Je rentrai, en proie à une véritable colère, une mauvaise et honteuse
colère, en vérité, et je trouvai la Daniella, dans ma chambre, à genoux
contre un fauteuil et disant sa prière, qu'elle n'interrompit nullement
en me voyant entrer; ce qui me donna le temps de me repentir, de me
calmer, et enfin de m'émerveiller du sang-froid héroïque avec lequel
cette étrange fille, murmurant un reste de patenôtres et se signant
dévotement, alla retirer la clef de ma porte et pousser le verrou.
Alors seulement elle me regarda, et pâlit tout à coup.
--Qu'est-ce que vous avez? me dit-elle. Vous m'examinez d'un air moqueur
et froid!
--Et vous qui ne me regardez pas du tout depuis cinq minutes que je suis
là, vous que j'attends et que je cherche depuis une grande heure...
--Ah! c'est là ce qui vous a fâché? Vous croyez donc que c'est une chose
bien facile pour moi de me trouver ici à l'heure qu'il est, quand mon
frère est à Frascati et quand tout Fracasti est debout? Allons, sachez
comment j'ai pu arranger les choses sans que ma tante se doutât de rien;
car il ne faut pas vous imaginer qu'elle m'approuverait de venir vous
trouver sans avoir exigé de vous une promesse de fidélité. Je suis
censée passer cette nuit à la villa Taverna-Borghèse, à un quart de
lieue d'ici, dans les jardins. Je me suis engagée à y travailler pendant
un mois, et, sous prétexte que la course est longue quand il pleut, j'ai
demandé à la femme de charge Olivia de me loger pour tout ce temps.
C'est une affaire arrangée. Cette femme-là est de mes amies; elle m'a
donné une chambre placée de manière à ce que je puisse sortir et rentrer
sans que les autres gardiens du palais Taverna s'en aperçoivent. Ainsi,
je suis partie, ce soir, avec elle, en présence de mon frère et de ma
tante, et j'ai attendu le moment de pouvoir me glisser de la villa
Taverna dans la villa Falconieri, et de la villa Falconieri jusqu'ici,
tout cela par les petits sentiers que je connais, et me voilà.

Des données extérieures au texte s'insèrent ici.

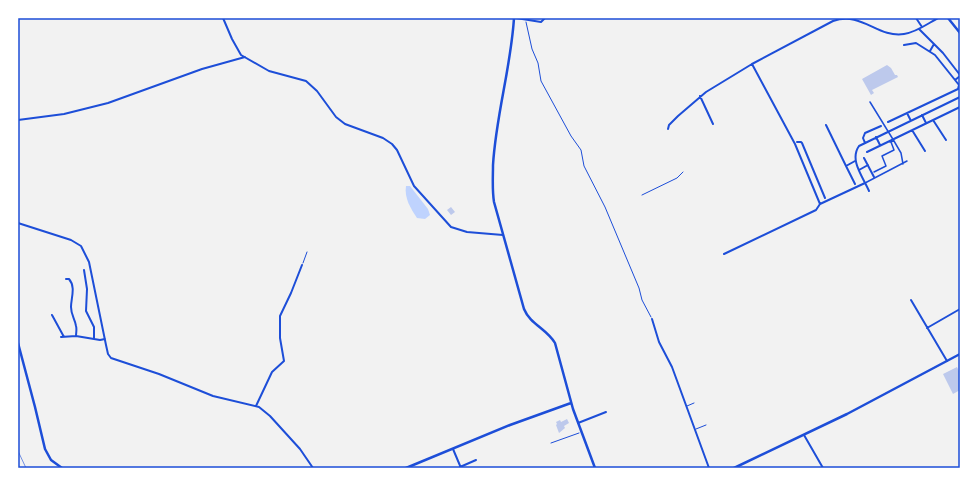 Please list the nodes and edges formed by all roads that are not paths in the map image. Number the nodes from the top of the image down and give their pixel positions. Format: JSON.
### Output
{"nodes":[{"id":1,"x":223,"y":18,"type":"edge"},
{"id":2,"x":515,"y":18,"type":"edge"},
{"id":3,"x":545,"y":18,"type":"edge"},
{"id":4,"x":916,"y":18,"type":"edge"},
{"id":5,"x":938,"y":18,"type":"edge"},
{"id":6,"x":948,"y":18,"type":"edge"},
{"id":7,"x":525,"y":19,"type":"edge"},
{"id":8,"x":922,"y":27,"type":"junction"},
{"id":9,"x":919,"y":29,"type":"junction"},
{"id":10,"x":960,"y":33,"type":"edge"},
{"id":11,"x":934,"y":44,"type":"junction"},
{"id":12,"x":904,"y":45,"type":"dead end"},
{"id":13,"x":930,"y":51,"type":"junction"},
{"id":14,"x":245,"y":57,"type":"junction"},
{"id":15,"x":752,"y":64,"type":"junction"},
{"id":16,"x":960,"y":75,"type":"edge"},
{"id":17,"x":955,"y":80,"type":"junction"},
{"id":18,"x":700,"y":96,"type":"junction"},
{"id":19,"x":960,"y":97,"type":"edge"},
{"id":20,"x":870,"y":102,"type":"dead end"},
{"id":21,"x":960,"y":107,"type":"edge"},
{"id":22,"x":907,"y":113,"type":"junction"},
{"id":23,"x":922,"y":115,"type":"junction"},
{"id":24,"x":18,"y":120,"type":"edge"},
{"id":25,"x":911,"y":120,"type":"junction"},
{"id":26,"x":933,"y":120,"type":"junction"},
{"id":27,"x":888,"y":122,"type":"dead end"},
{"id":28,"x":926,"y":123,"type":"junction"},
{"id":29,"x":712,"y":124,"type":"dead end"},
{"id":30,"x":826,"y":126,"type":"dead end"},
{"id":31,"x":881,"y":126,"type":"dead end"},
{"id":32,"x":668,"y":129,"type":"dead end"},
{"id":33,"x":912,"y":130,"type":"junction"},
{"id":34,"x":888,"y":132,"type":"junction"},
{"id":35,"x":876,"y":137,"type":"junction"},
{"id":36,"x":893,"y":140,"type":"junction"},
{"id":37,"x":946,"y":140,"type":"dead end"},
{"id":38,"x":797,"y":142,"type":"dead end"},
{"id":39,"x":865,"y":143,"type":"junction"},
{"id":40,"x":880,"y":145,"type":"junction"},
{"id":41,"x":925,"y":150,"type":"dead end"},
{"id":42,"x":867,"y":152,"type":"dead end"},
{"id":43,"x":864,"y":158,"type":"dead end"},
{"id":44,"x":855,"y":161,"type":"junction"},
{"id":45,"x":906,"y":161,"type":"dead end"},
{"id":46,"x":903,"y":164,"type":"junction"},
{"id":47,"x":868,"y":165,"type":"junction"},
{"id":48,"x":846,"y":166,"type":"junction"},
{"id":49,"x":859,"y":170,"type":"junction"},
{"id":50,"x":874,"y":172,"type":"dead end"},
{"id":51,"x":875,"y":177,"type":"junction"},
{"id":52,"x":865,"y":183,"type":"junction"},
{"id":53,"x":855,"y":184,"type":"dead end"},
{"id":54,"x":823,"y":191,"type":"junction"},
{"id":55,"x":869,"y":191,"type":"dead end"},
{"id":56,"x":817,"y":194,"type":"junction"},
{"id":57,"x":825,"y":198,"type":"dead end"},
{"id":58,"x":820,"y":204,"type":"junction"},
{"id":59,"x":18,"y":223,"type":"edge"},
{"id":60,"x":503,"y":235,"type":"junction"},
{"id":61,"x":724,"y":254,"type":"dead end"},
{"id":62,"x":302,"y":266,"type":"road end"},
{"id":63,"x":84,"y":270,"type":"dead end"},
{"id":64,"x":66,"y":279,"type":"dead end"},
{"id":65,"x":911,"y":300,"type":"dead end"},
{"id":66,"x":960,"y":309,"type":"edge"},
{"id":67,"x":52,"y":315,"type":"dead end"},
{"id":68,"x":652,"y":319,"type":"road end"},
{"id":69,"x":927,"y":328,"type":"junction"},
{"id":70,"x":76,"y":336,"type":"junction"},
{"id":71,"x":94,"y":338,"type":"junction"},
{"id":72,"x":105,"y":339,"type":"junction"},
{"id":73,"x":18,"y":343,"type":"edge"},
{"id":74,"x":960,"y":354,"type":"edge"},
{"id":75,"x":19,"y":355,"type":"edge"},
{"id":76,"x":947,"y":361,"type":"junction"},
{"id":77,"x":571,"y":403,"type":"junction"},
{"id":78,"x":694,"y":403,"type":"dead end"},
{"id":79,"x":256,"y":406,"type":"junction"},
{"id":80,"x":687,"y":407,"type":"junction"},
{"id":81,"x":606,"y":412,"type":"dead end"},
{"id":82,"x":578,"y":423,"type":"junction"},
{"id":83,"x":706,"y":425,"type":"dead end"},
{"id":84,"x":696,"y":430,"type":"junction"},
{"id":85,"x":804,"y":435,"type":"junction"},
{"id":86,"x":453,"y":449,"type":"junction"},
{"id":87,"x":476,"y":460,"type":"dead end"},
{"id":88,"x":461,"y":467,"type":"edge"},
{"id":89,"x":62,"y":468,"type":"edge"},
{"id":90,"x":313,"y":468,"type":"edge"},
{"id":91,"x":406,"y":468,"type":"edge"},
{"id":92,"x":595,"y":468,"type":"edge"},
{"id":93,"x":709,"y":468,"type":"edge"},
{"id":94,"x":734,"y":468,"type":"edge"},
{"id":95,"x":822,"y":468,"type":"edge"}],
"edges":[{"from":1,"to":14,"type":"street"},
{"from":2,"to":7,"type":"street"},
{"from":2,"to":60,"type":"street"},
{"from":3,"to":7,"type":"street"},
{"from":4,"to":8,"type":"street"},
{"from":5,"to":8,"type":"street"},
{"from":6,"to":10,"type":"street"},
{"from":8,"to":9,"type":"street"},
{"from":9,"to":11,"type":"street"},
{"from":9,"to":15,"type":"street"},
{"from":11,"to":13,"type":"street"},
{"from":11,"to":16,"type":"street"},
{"from":12,"to":13,"type":"street"},
{"from":13,"to":17,"type":"street"},
{"from":14,"to":24,"type":"street"},
{"from":14,"to":60,"type":"street"},
{"from":15,"to":18,"type":"street"},
{"from":15,"to":56,"type":"street"},
{"from":16,"to":17,"type":"street"},
{"from":17,"to":22,"type":"street"},
{"from":18,"to":29,"type":"street"},
{"from":18,"to":32,"type":"street"},
{"from":19,"to":23,"type":"street"},
{"from":20,"to":34,"type":"street"},
{"from":21,"to":26,"type":"street"},
{"from":22,"to":25,"type":"street"},
{"from":22,"to":27,"type":"street"},
{"from":23,"to":25,"type":"street"},
{"from":23,"to":28,"type":"street"},
{"from":25,"to":34,"type":"street"},
{"from":26,"to":28,"type":"street"},
{"from":26,"to":37,"type":"street"},
{"from":28,"to":33,"type":"street"},
{"from":30,"to":48,"type":"street"},
{"from":31,"to":39,"type":"street"},
{"from":33,"to":36,"type":"street"},
{"from":33,"to":41,"type":"street"},
{"from":34,"to":35,"type":"street"},
{"from":34,"to":36,"type":"street"},
{"from":35,"to":39,"type":"street"},
{"from":35,"to":40,"type":"street"},
{"from":36,"to":40,"type":"street"},
{"from":36,"to":46,"type":"street"},
{"from":36,"to":50,"type":"street"},
{"from":38,"to":54,"type":"street"},
{"from":39,"to":44,"type":"street"},
{"from":40,"to":42,"type":"street"},
{"from":43,"to":47,"type":"street"},
{"from":44,"to":48,"type":"street"},
{"from":44,"to":49,"type":"street"},
{"from":45,"to":46,"type":"street"},
{"from":46,"to":51,"type":"street"},
{"from":47,"to":49,"type":"street"},
{"from":47,"to":51,"type":"street"},
{"from":48,"to":53,"type":"street"},
{"from":49,"to":52,"type":"street"},
{"from":51,"to":52,"type":"street"},
{"from":52,"to":55,"type":"street"},
{"from":52,"to":58,"type":"street"},
{"from":54,"to":56,"type":"street"},
{"from":54,"to":57,"type":"street"},
{"from":56,"to":58,"type":"street"},
{"from":58,"to":61,"type":"street"},
{"from":59,"to":72,"type":"street"},
{"from":60,"to":77,"type":"street"},
{"from":62,"to":79,"type":"street"},
{"from":63,"to":71,"type":"street"},
{"from":64,"to":70,"type":"street"},
{"from":65,"to":69,"type":"street"},
{"from":66,"to":69,"type":"street"},
{"from":67,"to":70,"type":"street"},
{"from":68,"to":80,"type":"street"},
{"from":69,"to":76,"type":"street"},
{"from":70,"to":71,"type":"street"},
{"from":71,"to":72,"type":"street"},
{"from":72,"to":79,"type":"street"},
{"from":73,"to":75,"type":"street"},
{"from":74,"to":76,"type":"street"},
{"from":75,"to":89,"type":"street"},
{"from":76,"to":85,"type":"street"},
{"from":77,"to":82,"type":"street"},
{"from":77,"to":86,"type":"street"},
{"from":78,"to":80,"type":"lane"},
{"from":79,"to":90,"type":"street"},
{"from":80,"to":84,"type":"street"},
{"from":81,"to":82,"type":"street"},
{"from":82,"to":92,"type":"street"},
{"from":83,"to":84,"type":"lane"},
{"from":84,"to":93,"type":"street"},
{"from":85,"to":94,"type":"street"},
{"from":85,"to":95,"type":"street"},
{"from":86,"to":88,"type":"street"},
{"from":86,"to":91,"type":"street"},
{"from":87,"to":88,"type":"street"}]} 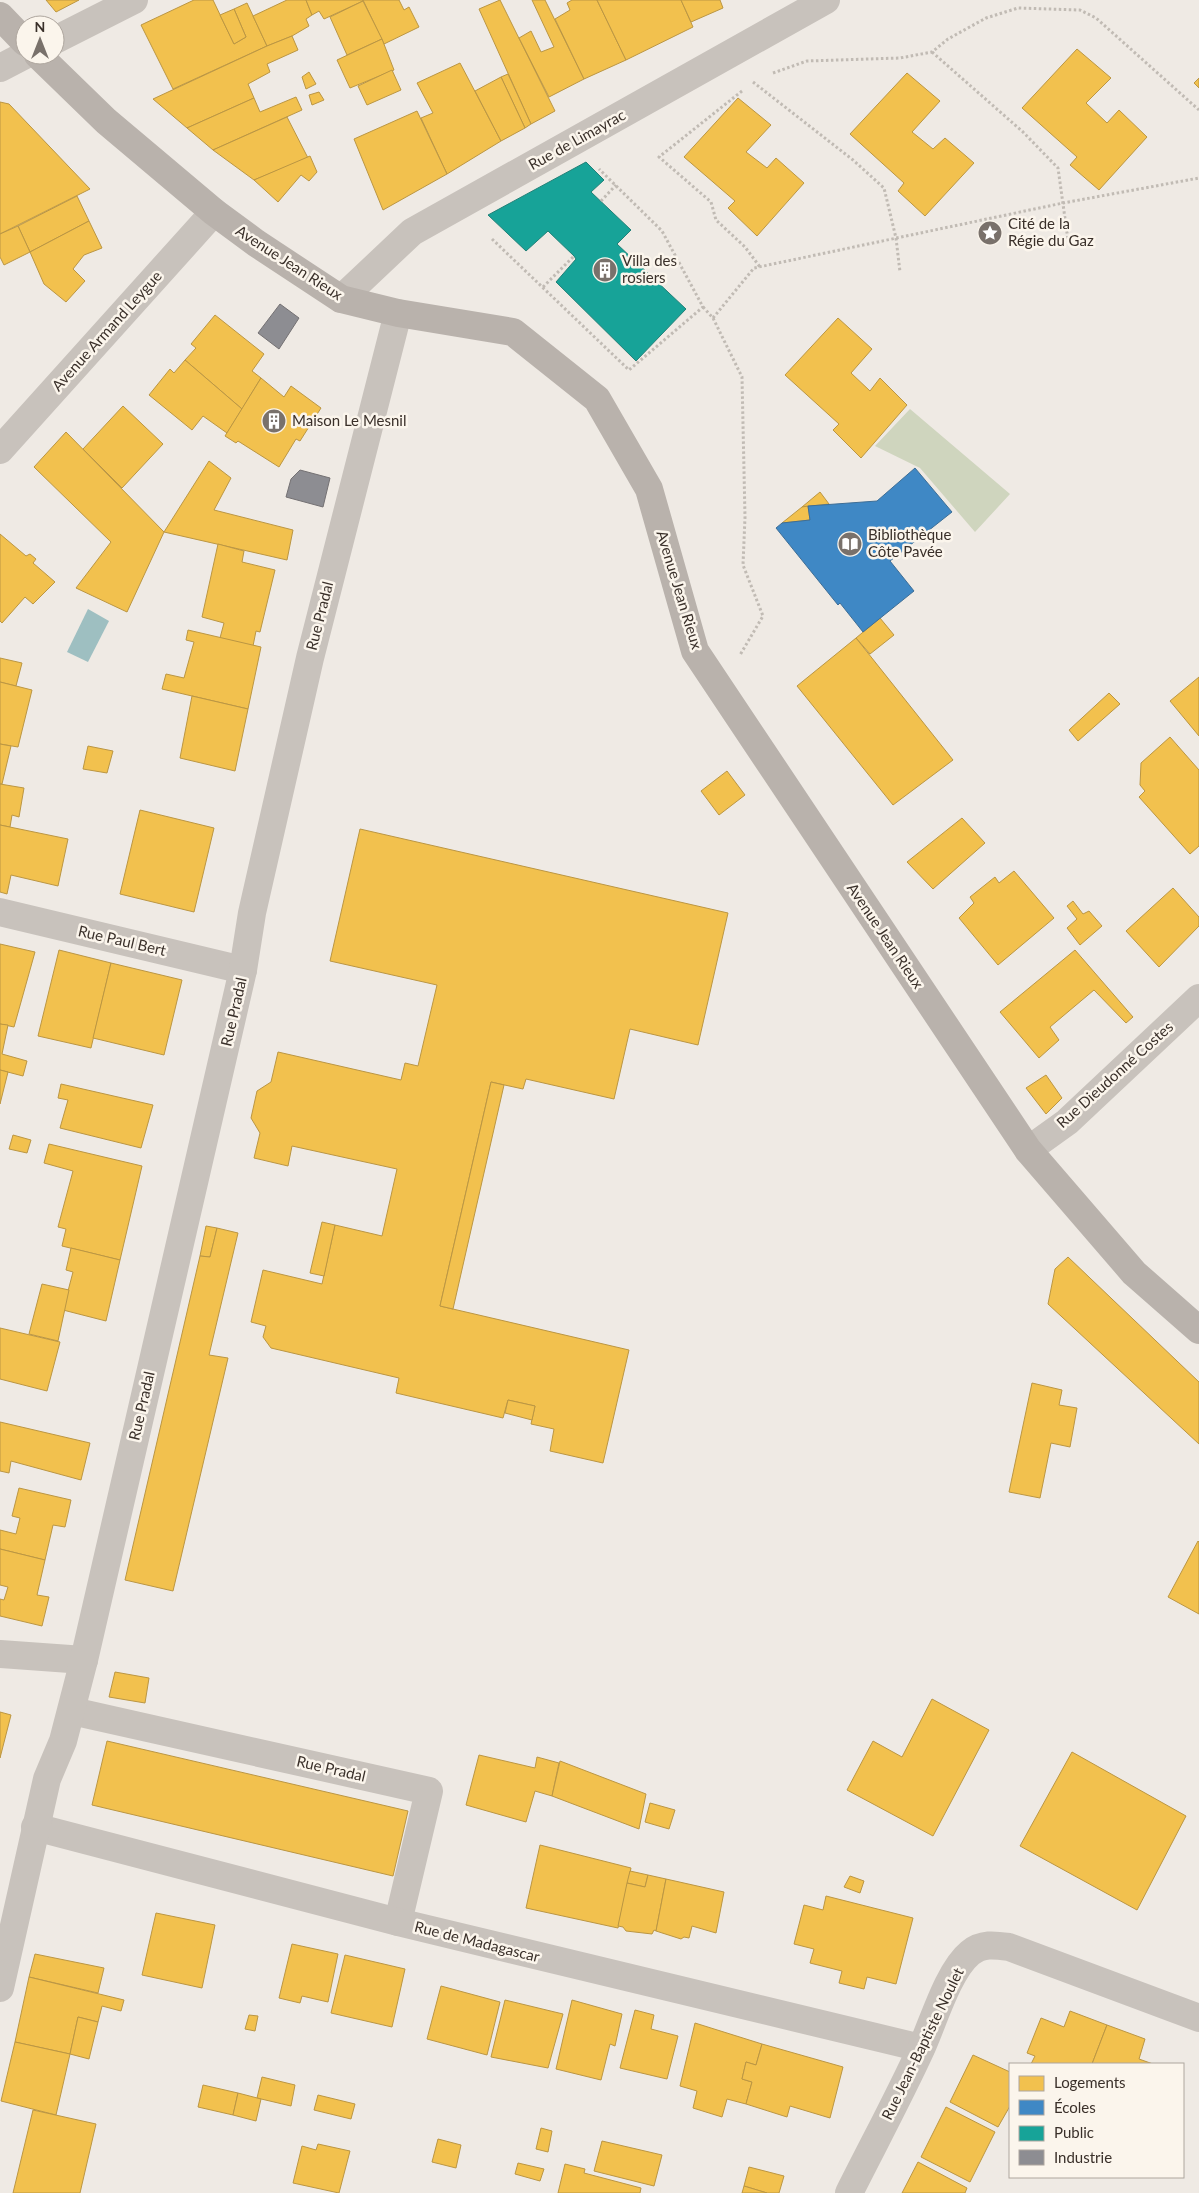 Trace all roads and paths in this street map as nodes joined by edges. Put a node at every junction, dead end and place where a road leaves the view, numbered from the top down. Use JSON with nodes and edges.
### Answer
{"nodes":[{"id":1,"x":134,"y":0,"type":"edge"},
{"id":2,"x":826,"y":0,"type":"edge"},
{"id":3,"x":0,"y":16,"type":"edge"},
{"id":4,"x":15,"y":32,"type":"edge"},
{"id":5,"x":65,"y":35,"type":"edge"},
{"id":6,"x":932,"y":52,"type":"junction"},
{"id":7,"x":15,"y":60,"type":"edge"},
{"id":8,"x":48,"y":65,"type":"edge"},
{"id":9,"x":0,"y":68,"type":"edge"},
{"id":10,"x":771,"y":74,"type":"dead end"},
{"id":11,"x":762,"y":79,"type":"dead end"},
{"id":12,"x":754,"y":84,"type":"junction"},
{"id":13,"x":1199,"y":110,"type":"edge"},
{"id":14,"x":573,"y":142,"type":"junction"},
{"id":15,"x":1199,"y":178,"type":"edge"},
{"id":16,"x":616,"y":185,"type":"junction"},
{"id":17,"x":601,"y":201,"type":"dead end"},
{"id":18,"x":1063,"y":203,"type":"junction"},
{"id":19,"x":214,"y":212,"type":"junction"},
{"id":20,"x":896,"y":238,"type":"junction"},
{"id":21,"x":492,"y":239,"type":"dead end"},
{"id":22,"x":1068,"y":240,"type":"dead end"},
{"id":23,"x":574,"y":256,"type":"dead end"},
{"id":24,"x":760,"y":267,"type":"junction"},
{"id":25,"x":900,"y":272,"type":"dead end"},
{"id":26,"x":543,"y":287,"type":"junction"},
{"id":27,"x":341,"y":299,"type":"junction"},
{"id":28,"x":703,"y":307,"type":"junction"},
{"id":29,"x":398,"y":313,"type":"junction"},
{"id":30,"x":713,"y":318,"type":"junction"},
{"id":31,"x":0,"y":450,"type":"edge"},
{"id":32,"x":737,"y":660,"type":"dead end"},
{"id":33,"x":0,"y":912,"type":"edge"},
{"id":34,"x":243,"y":970,"type":"junction"},
{"id":35,"x":1199,"y":998,"type":"edge"},
{"id":36,"x":1028,"y":1150,"type":"junction"},
{"id":37,"x":1199,"y":1330,"type":"edge"},
{"id":38,"x":0,"y":1654,"type":"edge"},
{"id":39,"x":84,"y":1660,"type":"junction"},
{"id":40,"x":72,"y":1711,"type":"junction"},
{"id":41,"x":35,"y":1828,"type":"junction"},
{"id":42,"x":398,"y":1922,"type":"junction"},
{"id":43,"x":0,"y":1988,"type":"edge"},
{"id":44,"x":1199,"y":2018,"type":"edge"},
{"id":45,"x":921,"y":2048,"type":"junction"},
{"id":46,"x":849,"y":2193,"type":"edge"}],
"edges":[{"from":1,"to":5,"type":"street"},
{"from":2,"to":14,"type":"street","name":"Rue de Limayrac"},
{"from":3,"to":4,"type":"main road"},
{"from":6,"to":10,"type":"path"},
{"from":6,"to":13,"type":"path"},
{"from":6,"to":18,"type":"path"},
{"from":7,"to":9,"type":"street"},
{"from":8,"to":19,"type":"main road","name":"Avenue Jean Rieux"},
{"from":11,"to":12,"type":"path"},
{"from":12,"to":20,"type":"path"},
{"from":12,"to":24,"type":"path"},
{"from":14,"to":16,"type":"path"},
{"from":14,"to":27,"type":"street","name":"Rue de Limayrac"},
{"from":15,"to":18,"type":"path"},
{"from":16,"to":17,"type":"path"},
{"from":16,"to":28,"type":"path"},
{"from":18,"to":20,"type":"path"},
{"from":18,"to":22,"type":"path"},
{"from":19,"to":27,"type":"main road","name":"Avenue Jean Rieux"},
{"from":19,"to":31,"type":"street","name":"Avenue Armand Leygue"},
{"from":20,"to":24,"type":"path"},
{"from":20,"to":25,"type":"path"},
{"from":21,"to":26,"type":"path"},
{"from":23,"to":26,"type":"path"},
{"from":24,"to":30,"type":"path"},
{"from":26,"to":28,"type":"path"},
{"from":27,"to":29,"type":"main road","name":"Avenue Jean Rieux"},
{"from":28,"to":30,"type":"path"},
{"from":29,"to":34,"type":"street","name":"Rue Pradal"},
{"from":29,"to":36,"type":"main road","name":"Avenue Jean Rieux"},
{"from":30,"to":32,"type":"path"},
{"from":33,"to":34,"type":"street","name":"Rue Paul Bert"},
{"from":34,"to":39,"type":"street","name":"Rue Pradal"},
{"from":35,"to":36,"type":"street","name":"Rue Dieudonné Costes"},
{"from":36,"to":37,"type":"main road","name":"Avenue Jean Rieux"},
{"from":38,"to":39,"type":"street"},
{"from":39,"to":40,"type":"street","name":"Rue Pradal"},
{"from":40,"to":41,"type":"street","name":"Rue Pradal"},
{"from":40,"to":42,"type":"street","name":"Rue Pradal"},
{"from":41,"to":42,"type":"street","name":"Rue de Madagascar"},
{"from":41,"to":43,"type":"street","name":"Rue Pradal"},
{"from":42,"to":45,"type":"street","name":"Rue de Madagascar"},
{"from":44,"to":45,"type":"street","name":"Rue Jean-Baptiste Noulet"},
{"from":45,"to":46,"type":"street","name":"Rue Jean-Baptiste Noulet"}]}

Ce dernier mot _me voilà_, fut dit avec un charme inexprimable. Il y
avait, dans la belle voix et dans le beau regard de cette fille, je ne
sais quelle candeur angélique dont j'aurais dû être frappé, mais dont je
subis l'entraînement sans réflexion. Je la pris dans mes bras, et tout
aussitôt je m'arrêtai, étonné et inquiet: mes lèvres avaient senti de
grosses larmes sur ses joues.
--Qu'est-ce donc, _Daniella mia?_ lui dis-je. Est-ce à regret que tu te
livres à mon amour?
--Tais-toi, dit-elle; ne mens pas! Tu n'as pas d'amour pour moi!
Ce reproche m'irrita.
--Eh! mon Dieu! allons-nous recommencer à dire des subtilités et à faire
des conditions?...
--Des conditions!... M'avez-vous promis seulement deux jours
d'attachement? Et pourtant, je suis là!
--Tu es là tout en larmes... C'est comme si tu n'y étais pas; car je te
jure que je ne veux rien devoir à une résolution que tu regrettes. Si je
te déplais, ou si tu te repens de ta confiance, va-t'en donc!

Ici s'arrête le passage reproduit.